After this thread was posted, I thought back to why I've started to use F-Droid in the first place. F-Droid, and open source software in general, was never meant for security. The only security benefit of open source software per se is that the users are allowed to not depend on the software author's trustworthiness. Note that this is different from not depending on their trustworthiness, it's being allowed to not depend. One of the beneficial goals of F-Droid was also to gather open source apps that may not be entirely freedom-respecting, and either strip them of the freedom-disrespecting parts and/or mark them appropriately. This was supposed to be for the benefit of freedom, not for security. Furthermore, the idea that F-Droid should responsibly build and distribute the apps they offer, including enabling reproducible builds, is not supposed to be a security benefit of F-Droid, it's a basic responsibility that they willingly don't fulfill.
I like the idea that there's a catalog of freedom and privacy-respecting open source apps and that someone curates based on their quality and security, but while F-Droid does have some high-quality apps, they're neither curated as aforementioned, nor built and distributed responsibly.
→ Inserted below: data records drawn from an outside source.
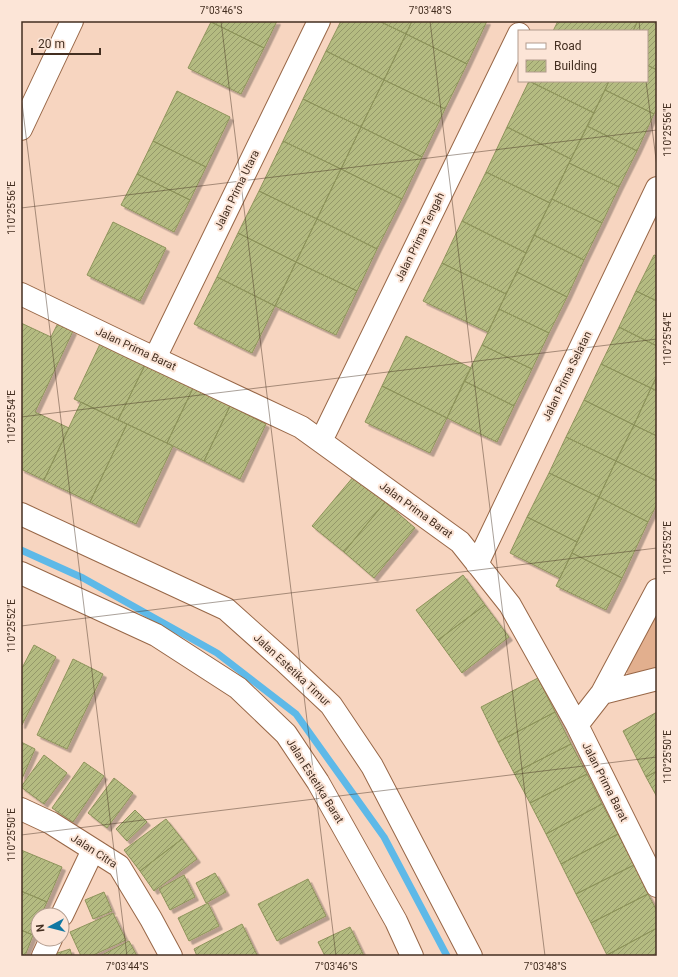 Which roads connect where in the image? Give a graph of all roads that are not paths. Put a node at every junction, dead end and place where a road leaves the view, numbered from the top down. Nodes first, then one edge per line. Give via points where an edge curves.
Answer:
1 (72, 21) edge
2 (319, 21) edge
3 (518, 36) edge
4 (21, 129) edge
5 (657, 188) edge
6 (21, 294) edge
7 (155, 358) junction
8 (321, 441) junction
9 (21, 514) edge
10 (477, 564) junction
11 (21, 573) edge
12 (657, 590) edge
13 (657, 679) edge
14 (602, 693) junction
15 (577, 725) junction
16 (21, 809) edge
17 (93, 850) junction
18 (657, 884) edge
19 (66, 907) edge
20 (172, 956) edge
21 (412, 956) edge
22 (471, 956) edge

1 - 4 street
2 - 7 street, Jalan Prima Utara
3 - 8 street, Jalan Prima Tengah
5 - 10 street, Jalan Prima Selatan
6 - 7 street, Jalan Prima Barat
7 - 8 street, Jalan Prima Barat via 301,427
8 - 10 street, Jalan Prima Barat via 460,542
9 - 22 street, Jalan Estetika Timur via 226,609 331,705 372,766
10 - 15 street, Jalan Prima Barat via 510,605
11 - 21 street, Jalan Estetika Barat via 156,635 238,688 286,734 318,782 396,921
12 - 14 street
13 - 14 street
14 - 15 street
15 - 18 street, Jalan Prima Barat
16 - 17 street, Jalan Citra via 51,823
17 - 19 street
17 - 20 street, Jalan Citra via 119,866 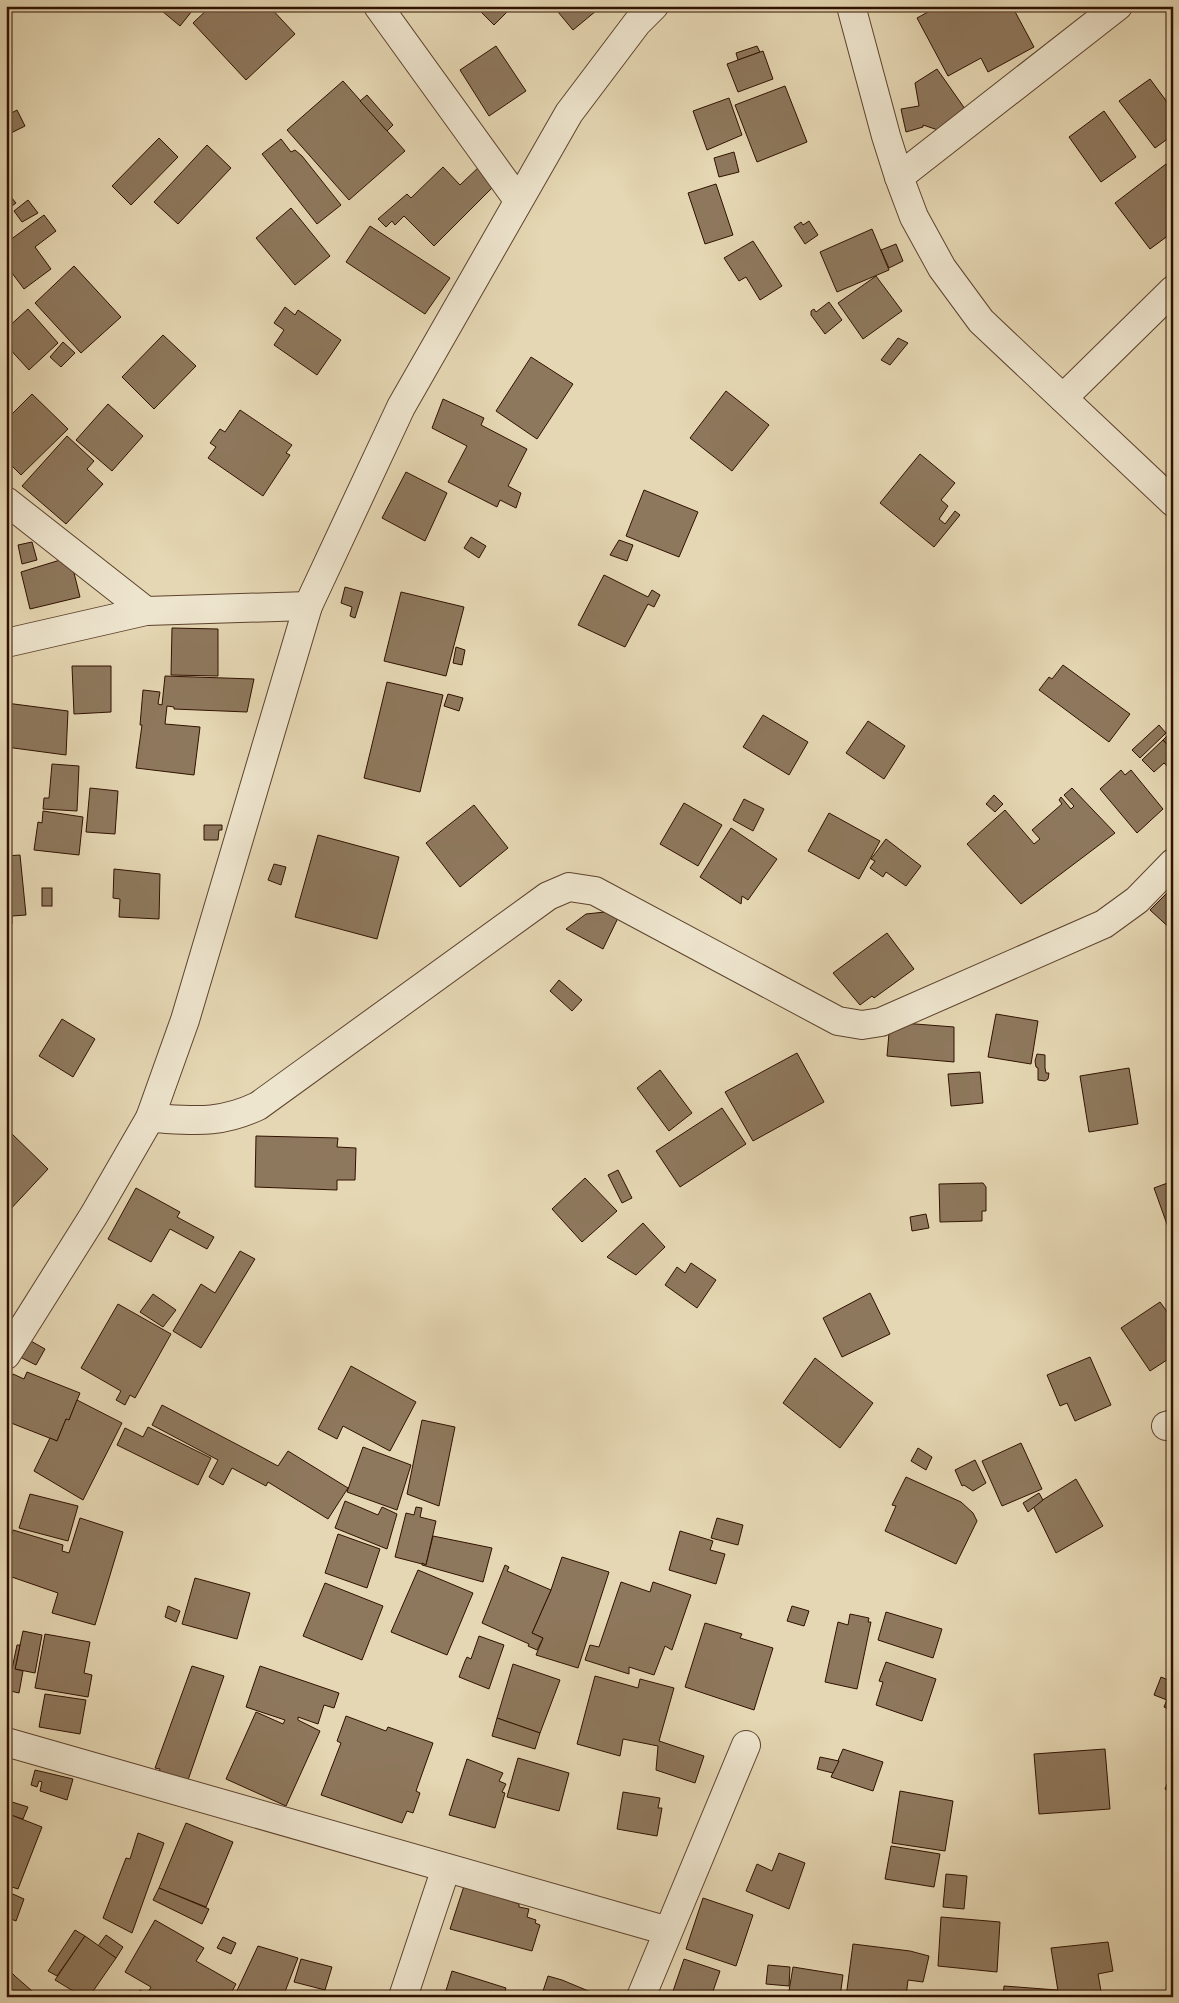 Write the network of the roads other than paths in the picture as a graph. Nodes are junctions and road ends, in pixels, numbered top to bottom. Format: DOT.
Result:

There's also the argument that the fact that F-Droid signs the apps using their own keys adds an additional point of failure — I understand the argument but personally I might not have a problem trusting an additional party, if they were acting responsibly. F-Droid clearly doesn't. And the apps they sign themselves hijack the package name, which prevents the ability to have both the original version and the F-Droid version side-by-side, and prevents easily migrating data to leave the F-Droid versions of apps.
So can people please stop saying that they want F-Droid for better security?